Dio un paso hacia él mientras pronunciaba las últimas palabras, con los hombros erguidos; y la maldita y tonta manta se arrastraba detrás de ella sobre el suelo como si fuera el vestido de una emperatriz. Kit sabía que buscaba incitarlo, quizás, incluso intimidarlo, pero justo ahí, sólo con ella en la celda, con el farol que jugaba con la luz y el color sobre su piel, con sus ojos estrechados y sus labios… Sí, sus labios… tan perfectos, profundamente rosas y maduros… con la trenza que se movía detrás de ella, una invitación a desatarla…

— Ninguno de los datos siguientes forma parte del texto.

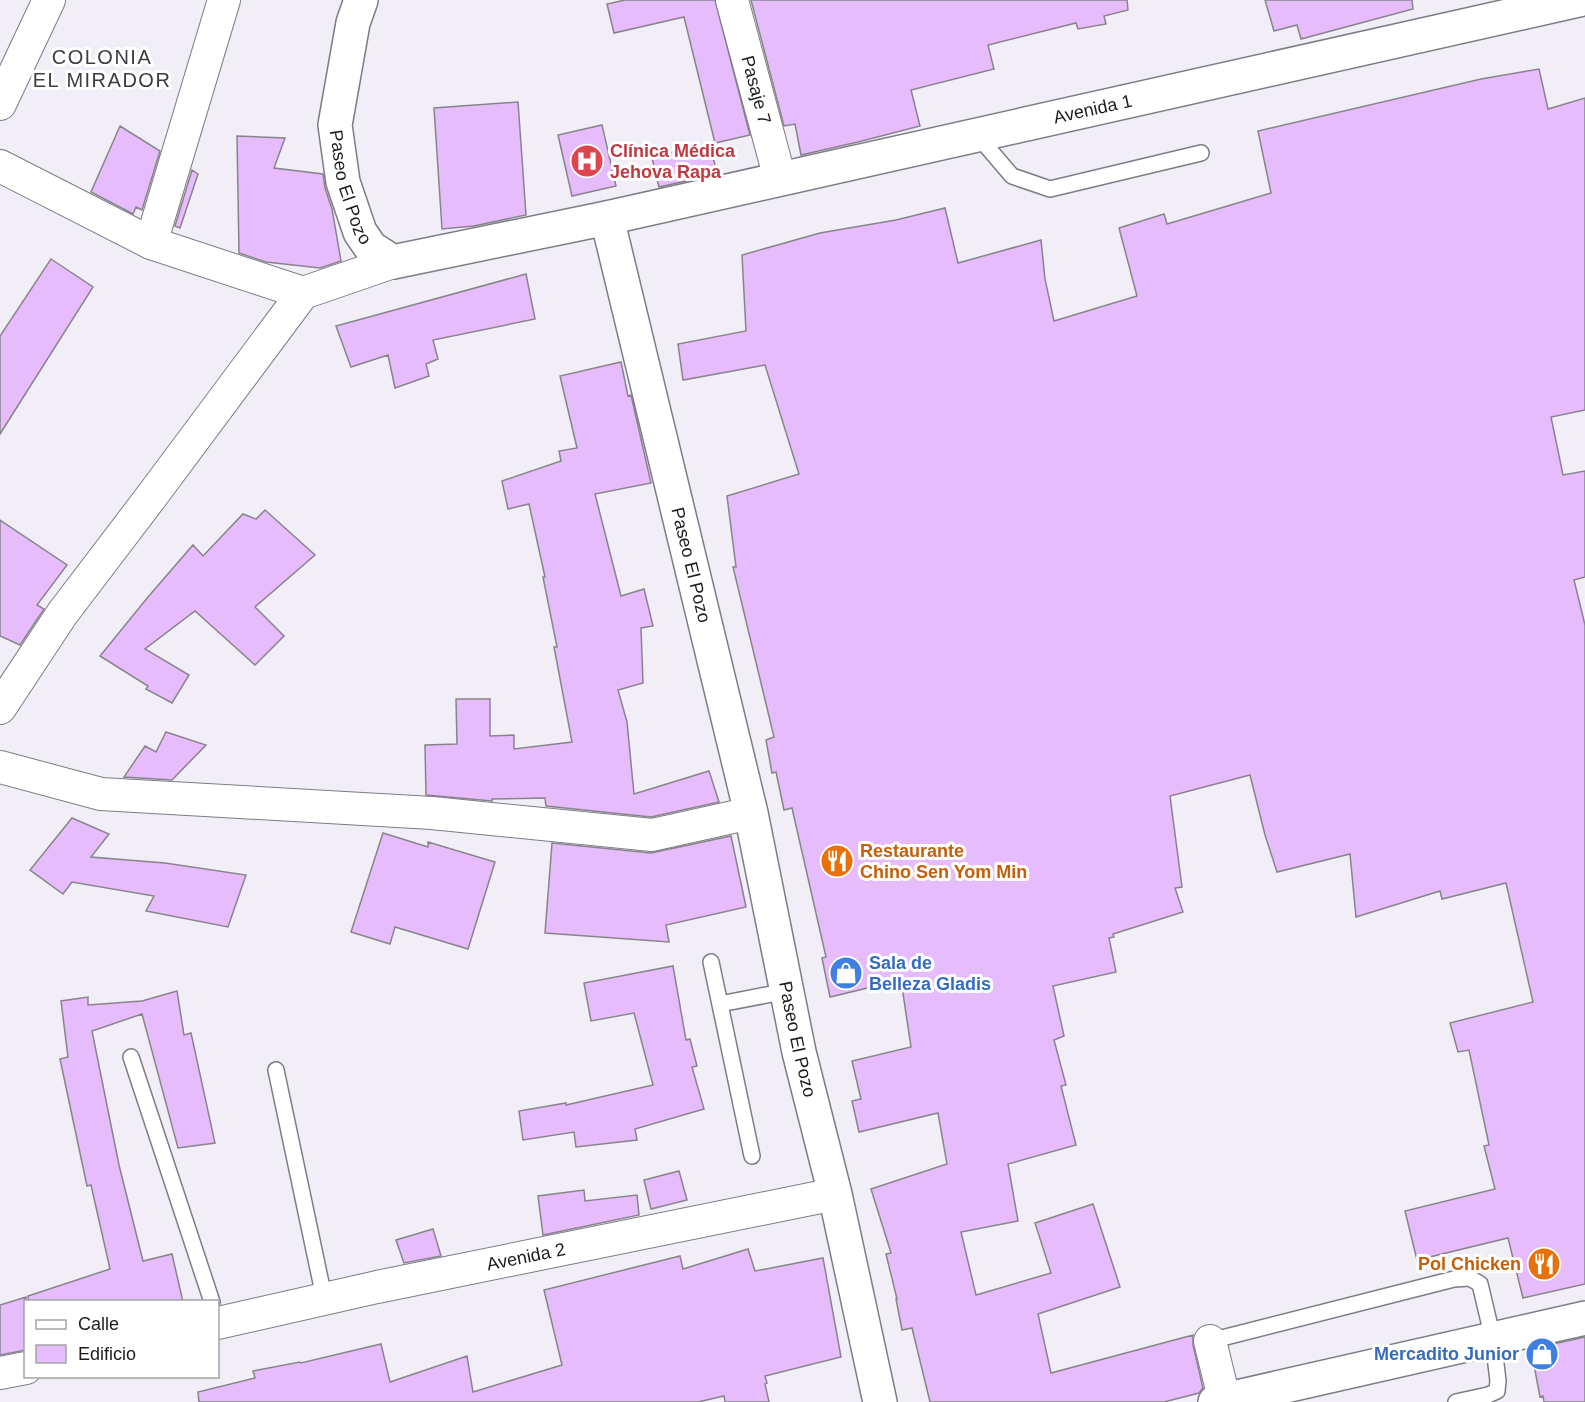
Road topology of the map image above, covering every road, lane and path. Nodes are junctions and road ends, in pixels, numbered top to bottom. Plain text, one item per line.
1 (49, 0) edge
2 (224, 0) edge
3 (361, 0) edge
4 (732, 0) edge
5 (1579, 0) edge
6 (0, 104) edge
7 (977, 135) junction
8 (1201, 153) dead end
9 (0, 166) edge
10 (780, 179) junction
11 (607, 218) junction
12 (151, 243) junction
13 (393, 262) junction
14 (303, 293) junction
15 (0, 708) edge
16 (0, 766) edge
17 (751, 813) junction
18 (711, 962) dead end
19 (787, 991) junction
20 (720, 1004) junction
21 (130, 1057) dead end
22 (276, 1070) dead end
23 (752, 1156) dead end
24 (835, 1194) junction
25 (212, 1300) edge
26 (322, 1300) junction
27 (219, 1316) edge
28 (1585, 1318) edge
29 (1493, 1339) junction
30 (1210, 1341) joint
31 (24, 1368) edge
32 (0, 1373) edge
33 (1222, 1401) edge
34 (879, 1402) edge
35 (1455, 1402) edge

1 - 6 street
2 - 12 street
3 - 13 street, Paseo El Pozo
4 - 10 street, Pasaje 7
5 - 7 street, Avenida 1
7 - 8 lane
7 - 10 street, Avenida 1
9 - 12 street
10 - 11 street, Avenida 1
11 - 13 street, Paseo El Pozo
11 - 17 street, Paseo El Pozo
12 - 14 street
13 - 14 street
14 - 15 street
16 - 17 street
17 - 19 street, Paseo El Pozo
18 - 20 lane
19 - 20 lane
19 - 24 street, Paseo El Pozo
20 - 23 lane
21 - 25 lane
22 - 26 lane
24 - 26 street, Avenida 2
24 - 34 street, Paseo El Pozo
26 - 27 street, Avenida 2
28 - 29 street
29 - 30 lane
29 - 33 street
29 - 35 lane
30 - 33 street
31 - 32 street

Kit sintió que la bestia dentro de sí se agitaba. Sintió que su cuerpo se volvía tenso, a pocos centímetros de ella, mientras esa tensión comenzaba a moverse en espiral y apretar con ardiente prisa sus entrañas. No podía detenerlo, no quería detenerlo. Quería que continuara y continuara.

Era encantadora. Cada vez que la miraba, volvía a darse cuenta de ello, como si su memoria siempre le fallara; no podía acostumbrarse a esa sensación. Pero ella sí. Su presencia lo enardecía, desde el rubor en sus mejillas hasta sus negras pestañas, la forma en que lo miraba, la forma en que cerraba su mandíbula. Incluso sus pies desnudos, visibles por debajo de las capas de lana que los cubrían.

Todavía tenía vestigios del aroma a lilas. Quería probar ese aroma, abrir su boca sobre su piel, recorrer con su lengua el cuello, acercarla a él y frotar su rostro con su cabello hasta que él también oliera a lilas. Quería cubrirla, conquistarla. Enterrarse en ella. La deseaba con una ferocidad tal que lo conmocionaba, tanto que Kit tenía que esforzarse para no moverse, para no quebrarse, cada músculo de su cuerpo se convirtió en un sólido y rígido dolor.